Ernst-Lothar von Knorr (2 January 1896 – 30 October 1973) was a German composer, music educator and civil servant.

== The years until 1933 ==
Born in Eitorf, Knorr grew up in Bonn. His parents were the pharmacist Dr. chem. Karl Ferdinand von Knorr and Eugenie Sophie Merten. From 1902 he had his first violin lessons. In 1907 he was admitted to the Cologne Conservatory. After graduating from high school, conservatory examination and military service, he became a violin teacher at the Heidelberg Music Academy in 1919, and in 1920 he founded the Heidelberg Chamber Orchestra Association with P. Gies. On 6 October 1923 he married in Gummersbach Elise Siebel, a granddaughter of Lebrecht Steinmüller, the co-founder of the paper mill L&C Steinmüller. In the same year he became Concert master with the orchestra of the Diaghilev Ballet in Munich, in 1924 followed the establishment and direction of the Volks- und Jugendmusikschule-Süd in Berlin. In 1925 and 1928 his son Friedrich-Carl and his daughter Ellen were born. A third child (Angelika, *1944) died shortly after birth.

== Professional career during the Third Reich ==
In 1937 von Knorr became a teacher at the Staatliche Hochschule für Musik in Berlin, where he received a professorship in 1939. From 1937 to the 31st century. From 1937 until August 31, 1941 he was additionally music adviser of the Oberkommando des Heeres and was promoted to Captain, then to Major of the Wehrmacht. Towards the end of his term of office as music adviser of the OKH, in 1941, together with the General and later Resistance fighter of the 20 July plot, he compiled with Eduard Wagner a list of various music creators, which was signed by Adolf Hitler and meant a Unabkömmlichstellung (UK) und Zurückstellung of 360 musicians.

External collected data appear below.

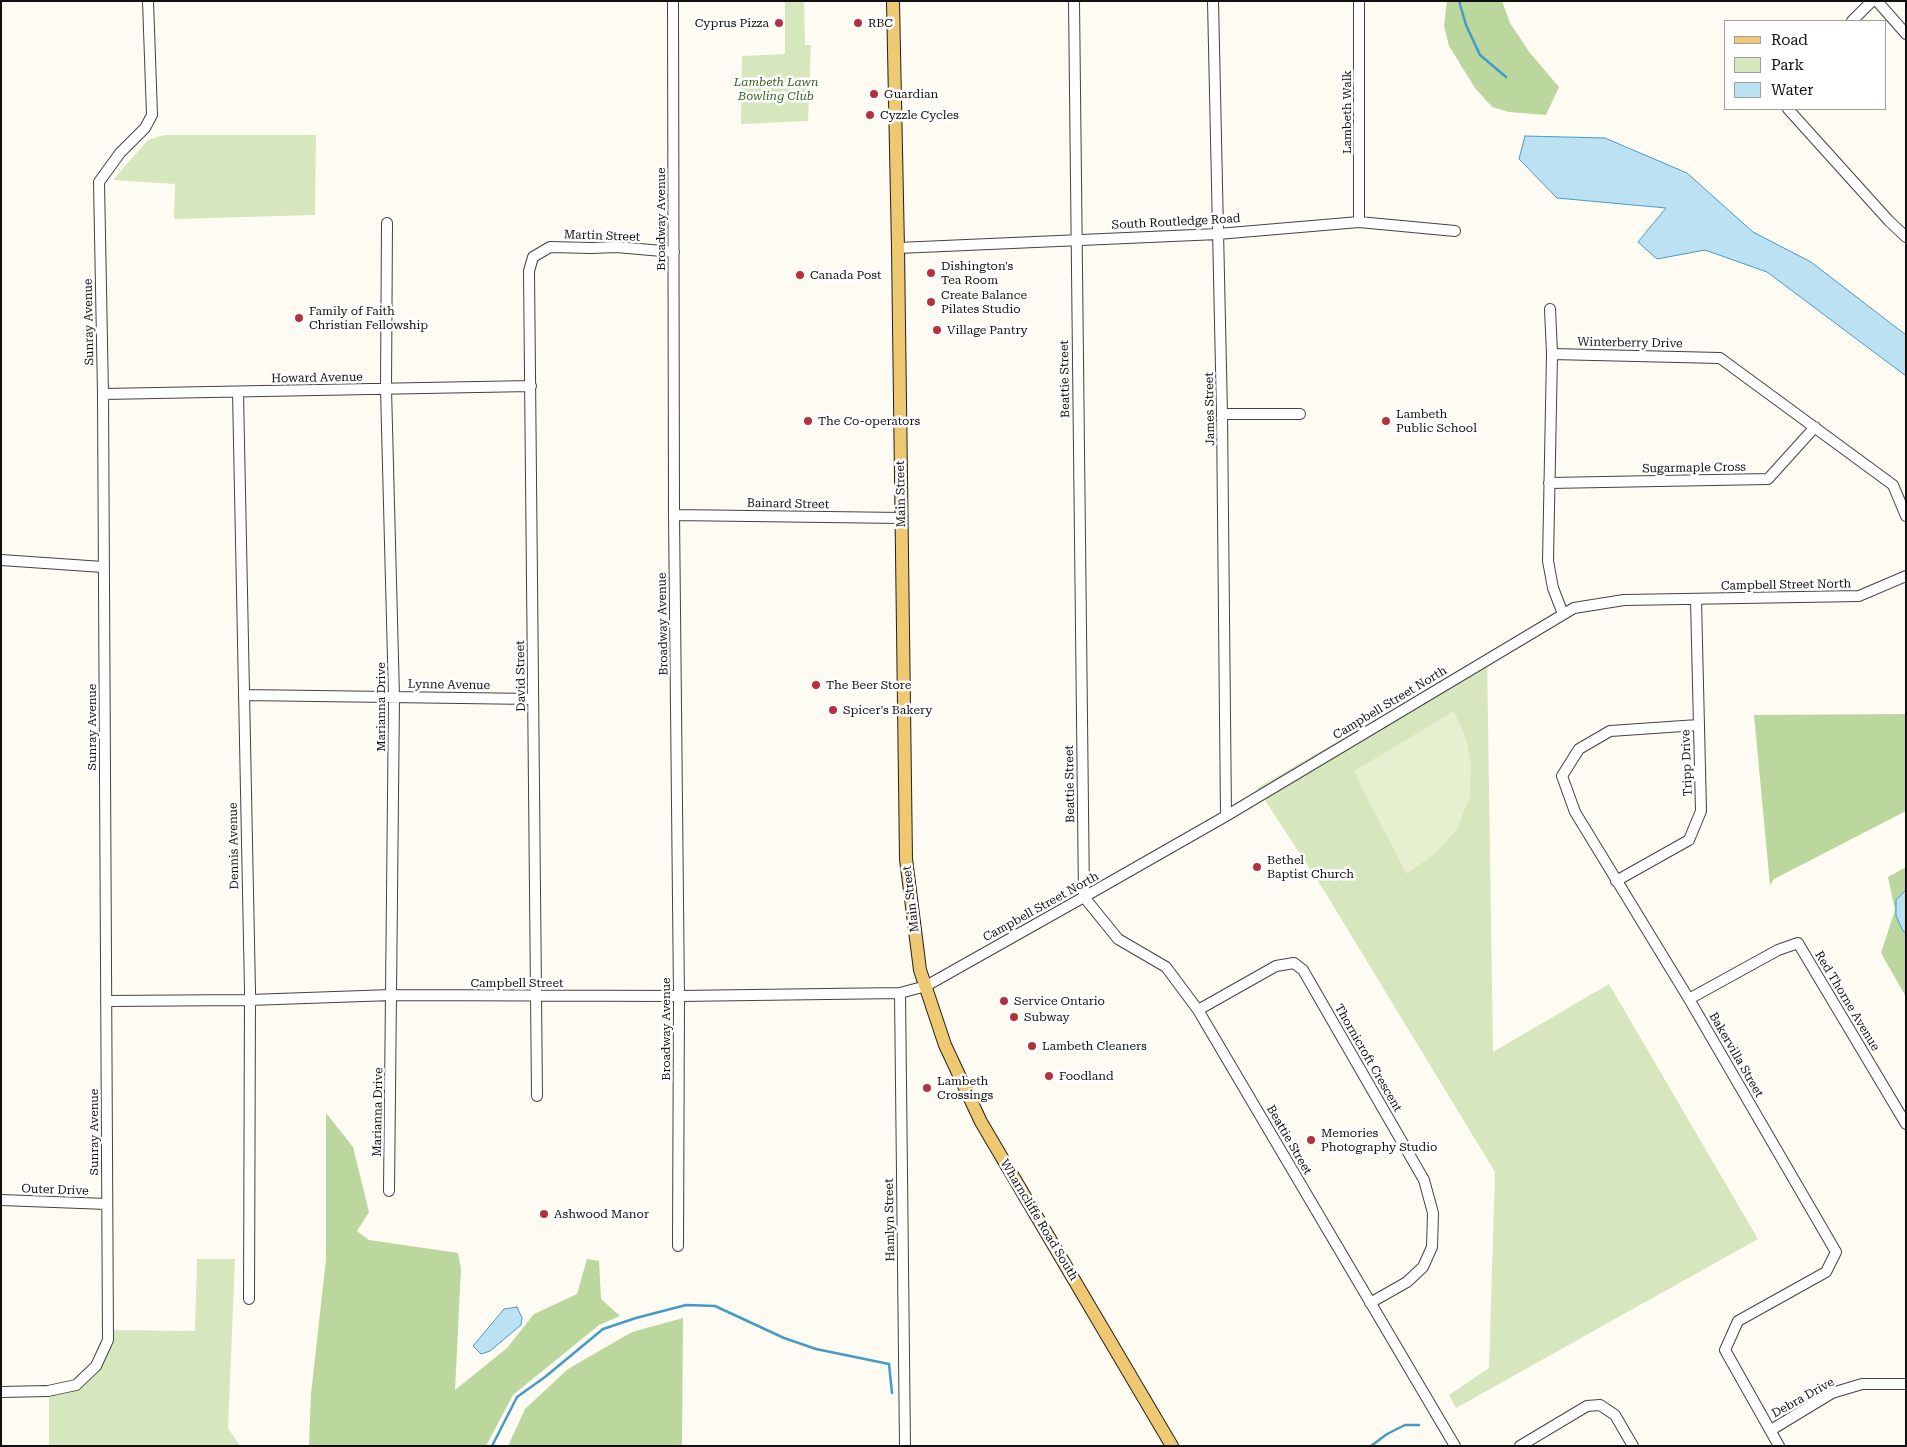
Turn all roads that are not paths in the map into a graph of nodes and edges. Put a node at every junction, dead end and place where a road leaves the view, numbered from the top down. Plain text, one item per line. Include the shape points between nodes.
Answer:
1 (148, 1) edge
2 (673, 1) edge
3 (893, 1) edge
4 (1074, 1) edge
5 (1213, 1) edge
6 (1359, 1) edge
7 (1872, 1) edge
8 (1877, 1) edge
9 (1853, 20) edge
10 (1906, 34) edge
11 (1789, 110) edge
12 (1359, 222) junction
13 (387, 223) dead end
14 (1455, 231) dead end
15 (1218, 234) junction
16 (1906, 237) edge
17 (1076, 239) junction
18 (898, 248) junction
19 (674, 252) junction
20 (533, 257) joint
21 (1550, 310) dead end
22 (1552, 354) junction
23 (531, 386) junction
24 (386, 389) junction
25 (238, 392) junction
26 (103, 394) junction
27 (1222, 414) junction
28 (1300, 414) dead end
29 (1815, 427) junction
30 (1550, 483) junction
31 (674, 514) junction
32 (1906, 516) edge
33 (902, 518) junction
34 (1, 560) edge
35 (103, 567) junction
36 (1906, 576) edge
37 (1696, 600) junction
38 (1563, 614) junction
39 (244, 695) junction
40 (394, 697) junction
41 (534, 699) junction
42 (1698, 725) junction
43 (1226, 816) junction
44 (1616, 881) junction
45 (1084, 897) junction
46 (926, 986) junction
47 (900, 993) junction
48 (392, 995) junction
49 (535, 995) junction
50 (679, 996) junction
51 (1690, 999) junction
52 (249, 1000) junction
53 (106, 1001) junction
54 (1198, 1010) junction
55 (537, 1096) dead end
56 (1906, 1124) edge
57 (389, 1191) dead end
58 (1, 1200) edge
59 (107, 1204) junction
60 (678, 1246) dead end
61 (250, 1299) dead end
62 (1370, 1303) junction
63 (1906, 1384) edge
64 (1, 1392) edge
65 (1771, 1430) junction
66 (904, 1446) edge
67 (1172, 1446) edge
68 (1455, 1446) edge
69 (1520, 1446) edge
70 (1633, 1446) edge
71 (1779, 1446) edge

1 - 26 street, Sunray Avenue via 152,115 145,128 120,153 99,182
2 - 19 street, Broadway Avenue
3 - 18 main road, Main Street
4 - 17 street, Beattie Street
5 - 15 street, James Street
6 - 12 street, Lambeth Walk
7 - 9 street
8 - 10 street
11 - 16 street
12 - 14 street, South Routledge Road
12 - 15 street, South Routledge Road
13 - 24 street, Marianna Drive
15 - 17 street, South Routledge Road
15 - 27 street, James Street
17 - 18 street, South Routledge Road
17 - 45 street, Beattie Street
18 - 33 main road, Main Street
19 - 20 street, Martin Street via 616,247 550,247
19 - 31 street, Broadway Avenue
20 - 23 street, David Street via 529,271
21 - 22 street
22 - 29 street, Winterberry Drive via 1720,358
22 - 30 street
23 - 24 street, Howard Avenue
23 - 41 street, David Street
24 - 25 street, Howard Avenue
24 - 40 street, Marianna Drive
25 - 26 street, Howard Avenue
25 - 39 street, Dennis Avenue
26 - 35 street, Sunray Avenue
27 - 28 street
27 - 43 street, James Street
29 - 30 street, Sugarmaple Cross via 1768,479
29 - 32 street, Winterberry Drive via 1893,485
30 - 38 street via 1548,561 1553,588
31 - 33 street, Bainard Street
31 - 50 street, Broadway Avenue
33 - 46 main road, Main Street via 906,859 920,970
34 - 35 street
35 - 53 street, Sunray Avenue
36 - 37 street, Campbell Street North via 1859,596
37 - 38 street, Campbell Street North via 1624,600 1574,608
37 - 42 street, Tripp Drive
38 - 43 street, Campbell Street North
39 - 40 street, Lynne Avenue
39 - 52 street, Dennis Avenue
40 - 41 street, Lynne Avenue
40 - 48 street, Marianna Drive
41 - 49 street, David Street
42 - 44 street, Tripp Drive via 1701,811 1689,840
42 - 44 street, Bakervilla Street via 1610,731 1579,749 1562,776 1575,812
43 - 45 street, Campbell Street North
44 - 51 street, Bakervilla Street
45 - 46 street, Campbell Street North
45 - 54 street, Beattie Street via 1118,939 1166,966
46 - 47 street, Campbell Street
46 - 67 main road, Wharncliffe Road South via 945,1045 981,1122
47 - 50 street, Campbell Street
47 - 66 street, Hamlyn Street
48 - 49 street, Campbell Street
48 - 52 street, Campbell Street
48 - 57 street, Marianna Drive
49 - 50 street, Campbell Street
49 - 55 street, David Street
50 - 60 street, Broadway Avenue
51 - 56 street, Red Thorne Avenue via 1778,950 1798,943
51 - 65 street, Bakervilla Street via 1836,1252 1826,1272 1738,1321 1725,1350
52 - 53 street, Campbell Street
52 - 61 street, Dennis Avenue
53 - 59 street, Sunray Avenue
54 - 62 street, Beattie Street
54 - 62 street, Thornicroft Crescent via 1276,966 1294,963 1303,970 1424,1180 1433,1213 1432,1247 1423,1268 1407,1282
58 - 59 street, Outer Drive
59 - 64 street, Sunray Avenue via 108,1340 96,1366 76,1385 48,1391
62 - 68 street, Beattie Street
63 - 65 street, Debra Drive via 1862,1384 1832,1393
65 - 71 street, Bakervilla Street
69 - 70 street via 1587,1406 1600,1405 1616,1416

Knorr also appointed some musicians as teachers at the army music schools, exempting them from active military service.

After his term of office as music consultant of the OKH, he was appointed on 31 August 1941, against the resistance of Herbert Gerigk and the Amt Rosenberg deputy director of the Hochschule für Musik und Darstellende Kunst Frankfurt am Main and the military music school in Frankfurt. In 1942 he joined the NSDAP (member number: 8.995.057).

== The years since 1945 ==
As late as 1944 von Knorr began building up the Staatliche Hochschule für Musik Trossingen, where he was also director. In 1945 he was removed from his post as a senior civil servant, but in 1948 he received a certificate stating that he had only been "slightly [Nazi] burdened" and was able to continue his work. However, the university was constantly threatened with closure; von Knorr therefore soon applied for other positions. In 1952 he became director of the Hochschule für Musik, Theater und Medien Hannover. From 1955 he was also military music advisor to Theodor Blank, the first Minister of Defence of the Federal Republic of Germany,

In 1956, his wife Elise died after a long illness. Two years later, von Knorr married the Swedish music student Britt-Gun Lidin. After his retirement in 1961, von Knorr took over the direction of the University of Music and Theatre in his home town of Heidelberg until 1969.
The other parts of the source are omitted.